__What is being asked__
Lift out all lines below that contain "South".

__Stored data entries__
• • • • • • •

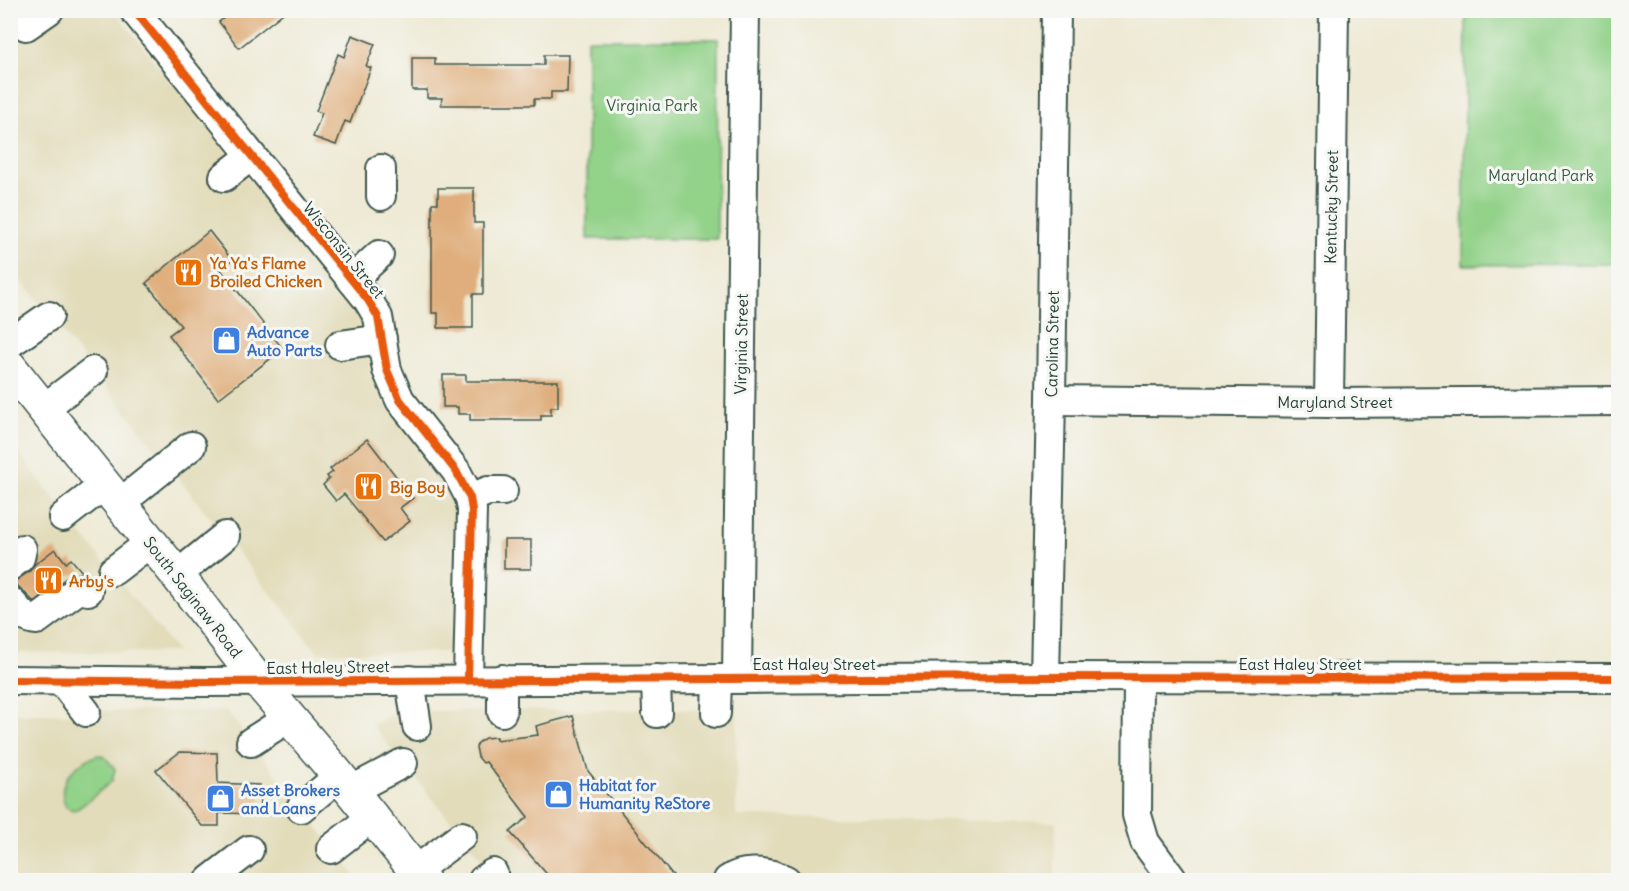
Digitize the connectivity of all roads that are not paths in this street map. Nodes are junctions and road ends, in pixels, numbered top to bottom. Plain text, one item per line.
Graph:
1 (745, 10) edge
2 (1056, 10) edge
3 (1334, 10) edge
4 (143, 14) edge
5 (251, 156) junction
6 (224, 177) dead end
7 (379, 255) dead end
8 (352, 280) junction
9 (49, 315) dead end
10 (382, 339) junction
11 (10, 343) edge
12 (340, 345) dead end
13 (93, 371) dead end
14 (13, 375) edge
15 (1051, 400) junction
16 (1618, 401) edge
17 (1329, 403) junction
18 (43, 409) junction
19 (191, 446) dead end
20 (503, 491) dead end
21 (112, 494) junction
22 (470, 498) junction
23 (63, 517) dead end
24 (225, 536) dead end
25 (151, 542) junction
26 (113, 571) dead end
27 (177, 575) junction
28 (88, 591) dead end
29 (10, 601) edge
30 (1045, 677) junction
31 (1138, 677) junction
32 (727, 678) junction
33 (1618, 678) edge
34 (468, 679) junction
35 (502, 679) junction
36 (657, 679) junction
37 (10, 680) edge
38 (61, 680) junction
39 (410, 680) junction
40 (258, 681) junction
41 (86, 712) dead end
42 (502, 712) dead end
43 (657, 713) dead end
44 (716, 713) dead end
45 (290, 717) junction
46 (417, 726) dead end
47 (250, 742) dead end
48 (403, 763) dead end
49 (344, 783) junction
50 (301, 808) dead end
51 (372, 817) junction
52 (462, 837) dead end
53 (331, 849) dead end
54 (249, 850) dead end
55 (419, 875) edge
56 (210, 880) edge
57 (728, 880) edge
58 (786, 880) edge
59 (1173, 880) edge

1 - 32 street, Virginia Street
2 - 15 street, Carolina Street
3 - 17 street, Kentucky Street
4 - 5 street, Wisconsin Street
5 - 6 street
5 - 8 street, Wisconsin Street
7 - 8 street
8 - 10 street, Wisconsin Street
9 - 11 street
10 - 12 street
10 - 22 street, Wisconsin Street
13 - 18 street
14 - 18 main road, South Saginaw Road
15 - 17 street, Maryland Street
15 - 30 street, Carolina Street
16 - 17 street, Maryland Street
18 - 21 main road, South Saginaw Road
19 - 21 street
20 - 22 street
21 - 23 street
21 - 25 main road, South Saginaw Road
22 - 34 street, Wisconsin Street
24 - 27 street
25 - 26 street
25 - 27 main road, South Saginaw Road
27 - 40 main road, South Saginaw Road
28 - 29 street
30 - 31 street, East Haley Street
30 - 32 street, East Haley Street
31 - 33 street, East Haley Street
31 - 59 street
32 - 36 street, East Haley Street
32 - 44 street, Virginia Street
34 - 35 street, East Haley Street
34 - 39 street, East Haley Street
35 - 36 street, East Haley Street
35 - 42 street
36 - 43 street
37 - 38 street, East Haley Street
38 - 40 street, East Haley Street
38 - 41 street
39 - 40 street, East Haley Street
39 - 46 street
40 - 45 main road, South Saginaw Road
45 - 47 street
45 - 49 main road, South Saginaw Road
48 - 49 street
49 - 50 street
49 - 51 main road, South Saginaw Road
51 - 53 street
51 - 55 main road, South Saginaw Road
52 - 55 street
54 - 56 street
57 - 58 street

• • • • • • •

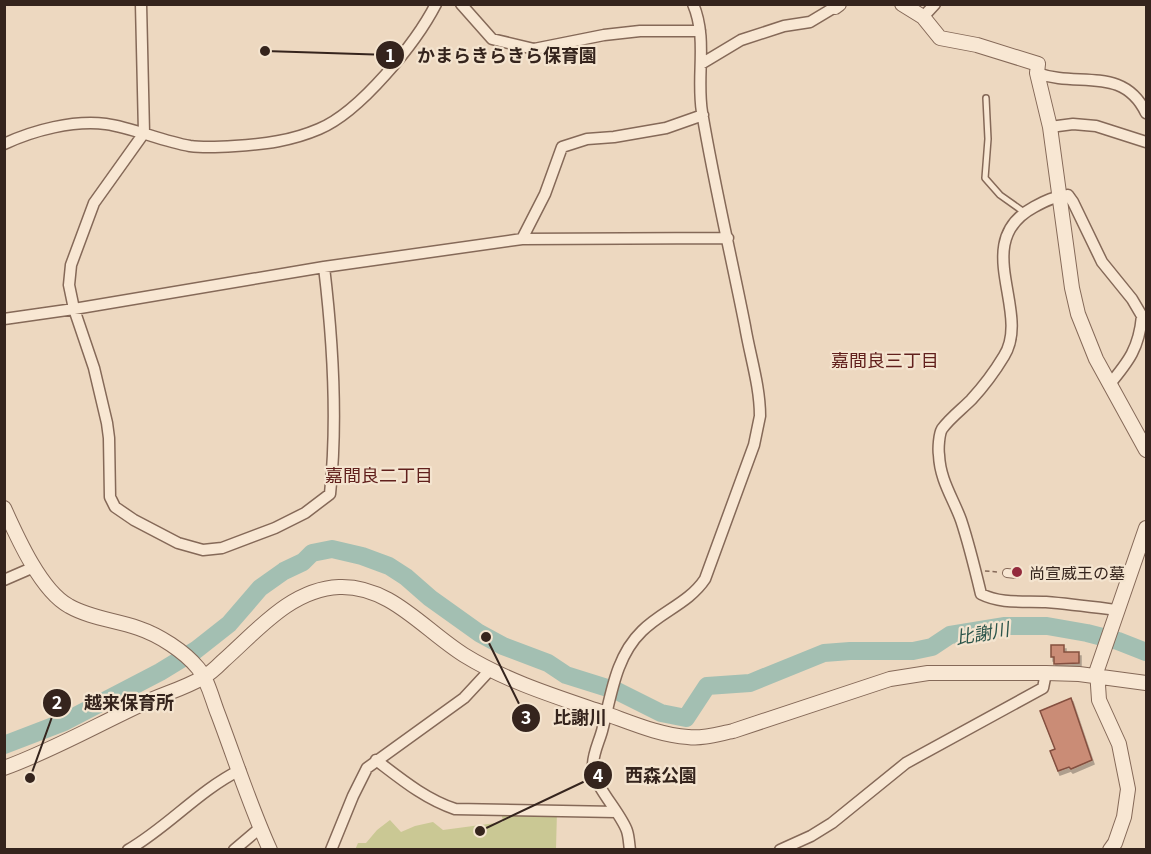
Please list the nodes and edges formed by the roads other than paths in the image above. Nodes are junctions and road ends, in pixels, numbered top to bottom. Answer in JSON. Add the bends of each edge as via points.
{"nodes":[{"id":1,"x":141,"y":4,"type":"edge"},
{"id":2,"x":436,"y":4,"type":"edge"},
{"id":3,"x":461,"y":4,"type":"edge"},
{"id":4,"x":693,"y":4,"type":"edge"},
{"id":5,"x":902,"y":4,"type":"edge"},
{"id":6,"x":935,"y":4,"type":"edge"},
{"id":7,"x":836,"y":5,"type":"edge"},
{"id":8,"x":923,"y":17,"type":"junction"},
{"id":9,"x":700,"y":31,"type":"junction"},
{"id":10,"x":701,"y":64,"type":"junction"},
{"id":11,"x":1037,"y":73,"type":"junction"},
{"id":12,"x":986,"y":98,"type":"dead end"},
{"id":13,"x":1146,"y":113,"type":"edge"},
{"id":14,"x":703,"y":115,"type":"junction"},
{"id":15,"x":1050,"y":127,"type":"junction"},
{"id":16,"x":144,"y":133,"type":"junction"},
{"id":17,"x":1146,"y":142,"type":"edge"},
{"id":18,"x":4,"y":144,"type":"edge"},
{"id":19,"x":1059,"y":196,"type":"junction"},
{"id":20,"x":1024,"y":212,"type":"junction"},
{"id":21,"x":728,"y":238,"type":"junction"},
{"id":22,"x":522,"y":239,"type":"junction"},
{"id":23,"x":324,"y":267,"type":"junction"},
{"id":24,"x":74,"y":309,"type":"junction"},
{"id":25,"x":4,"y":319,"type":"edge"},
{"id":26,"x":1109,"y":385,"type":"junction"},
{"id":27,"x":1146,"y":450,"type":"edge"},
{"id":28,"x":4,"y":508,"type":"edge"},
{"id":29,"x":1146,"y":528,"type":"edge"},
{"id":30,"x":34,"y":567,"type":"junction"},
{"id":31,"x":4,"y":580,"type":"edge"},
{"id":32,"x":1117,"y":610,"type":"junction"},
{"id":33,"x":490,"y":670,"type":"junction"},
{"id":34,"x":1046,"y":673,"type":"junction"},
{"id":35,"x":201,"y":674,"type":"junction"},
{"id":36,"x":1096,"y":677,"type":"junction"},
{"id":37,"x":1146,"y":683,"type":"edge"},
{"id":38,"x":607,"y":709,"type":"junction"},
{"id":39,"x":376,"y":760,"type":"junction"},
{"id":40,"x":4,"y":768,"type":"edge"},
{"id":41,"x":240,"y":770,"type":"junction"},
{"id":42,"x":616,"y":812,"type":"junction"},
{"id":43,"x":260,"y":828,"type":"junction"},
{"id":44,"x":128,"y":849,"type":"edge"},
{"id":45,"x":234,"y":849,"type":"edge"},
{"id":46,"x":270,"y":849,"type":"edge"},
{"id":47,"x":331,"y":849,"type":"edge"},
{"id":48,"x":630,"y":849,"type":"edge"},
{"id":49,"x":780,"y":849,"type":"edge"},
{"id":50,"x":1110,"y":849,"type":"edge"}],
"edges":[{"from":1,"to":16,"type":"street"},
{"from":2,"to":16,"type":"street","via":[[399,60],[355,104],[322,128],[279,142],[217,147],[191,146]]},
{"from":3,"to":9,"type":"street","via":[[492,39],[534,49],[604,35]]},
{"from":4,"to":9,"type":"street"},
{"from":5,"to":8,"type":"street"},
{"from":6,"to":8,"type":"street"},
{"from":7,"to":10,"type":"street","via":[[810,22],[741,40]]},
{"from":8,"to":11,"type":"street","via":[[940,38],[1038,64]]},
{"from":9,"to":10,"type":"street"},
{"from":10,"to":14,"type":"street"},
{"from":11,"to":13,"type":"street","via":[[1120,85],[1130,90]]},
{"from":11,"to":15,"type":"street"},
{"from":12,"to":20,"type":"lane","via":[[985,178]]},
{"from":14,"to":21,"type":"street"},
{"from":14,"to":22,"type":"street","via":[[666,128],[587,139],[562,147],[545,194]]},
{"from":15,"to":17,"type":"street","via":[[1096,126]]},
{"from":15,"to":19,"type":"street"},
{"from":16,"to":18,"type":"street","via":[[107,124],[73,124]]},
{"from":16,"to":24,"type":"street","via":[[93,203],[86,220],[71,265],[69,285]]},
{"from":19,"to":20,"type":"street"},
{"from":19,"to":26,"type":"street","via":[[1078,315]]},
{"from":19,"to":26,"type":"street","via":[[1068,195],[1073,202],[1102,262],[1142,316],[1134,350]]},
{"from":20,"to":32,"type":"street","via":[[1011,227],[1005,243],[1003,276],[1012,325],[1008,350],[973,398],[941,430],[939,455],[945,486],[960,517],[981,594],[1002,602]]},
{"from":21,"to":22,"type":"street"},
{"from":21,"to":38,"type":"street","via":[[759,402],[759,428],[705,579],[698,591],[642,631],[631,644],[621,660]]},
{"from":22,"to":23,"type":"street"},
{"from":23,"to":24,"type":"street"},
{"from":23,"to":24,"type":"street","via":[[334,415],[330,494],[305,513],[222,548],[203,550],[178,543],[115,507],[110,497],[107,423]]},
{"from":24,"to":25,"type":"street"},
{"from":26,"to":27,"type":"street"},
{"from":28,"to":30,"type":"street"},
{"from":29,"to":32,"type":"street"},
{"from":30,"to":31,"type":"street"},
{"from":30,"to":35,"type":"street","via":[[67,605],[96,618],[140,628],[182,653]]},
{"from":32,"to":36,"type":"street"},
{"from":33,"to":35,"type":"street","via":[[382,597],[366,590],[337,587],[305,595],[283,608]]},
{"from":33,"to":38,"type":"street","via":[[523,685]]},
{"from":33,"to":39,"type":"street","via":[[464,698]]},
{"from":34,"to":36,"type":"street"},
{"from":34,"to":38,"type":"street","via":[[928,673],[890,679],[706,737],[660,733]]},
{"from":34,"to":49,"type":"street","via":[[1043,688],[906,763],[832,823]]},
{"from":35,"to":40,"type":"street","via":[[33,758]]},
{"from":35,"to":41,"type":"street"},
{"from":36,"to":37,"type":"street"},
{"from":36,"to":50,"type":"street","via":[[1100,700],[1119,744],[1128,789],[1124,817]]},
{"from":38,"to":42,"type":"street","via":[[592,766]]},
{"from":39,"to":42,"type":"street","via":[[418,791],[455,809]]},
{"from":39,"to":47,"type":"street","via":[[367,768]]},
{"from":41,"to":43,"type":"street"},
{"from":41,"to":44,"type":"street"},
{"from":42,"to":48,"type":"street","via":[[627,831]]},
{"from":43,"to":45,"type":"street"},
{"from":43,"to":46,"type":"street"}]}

• • • • • • •

__Problem solution__
14 - 18 main road, South Saginaw Road
18 - 21 main road, South Saginaw Road
21 - 25 main road, South Saginaw Road
25 - 27 main road, South Saginaw Road
27 - 40 main road, South Saginaw Road
40 - 45 main road, South Saginaw Road
45 - 49 main road, South Saginaw Road
49 - 51 main road, South Saginaw Road
51 - 55 main road, South Saginaw Road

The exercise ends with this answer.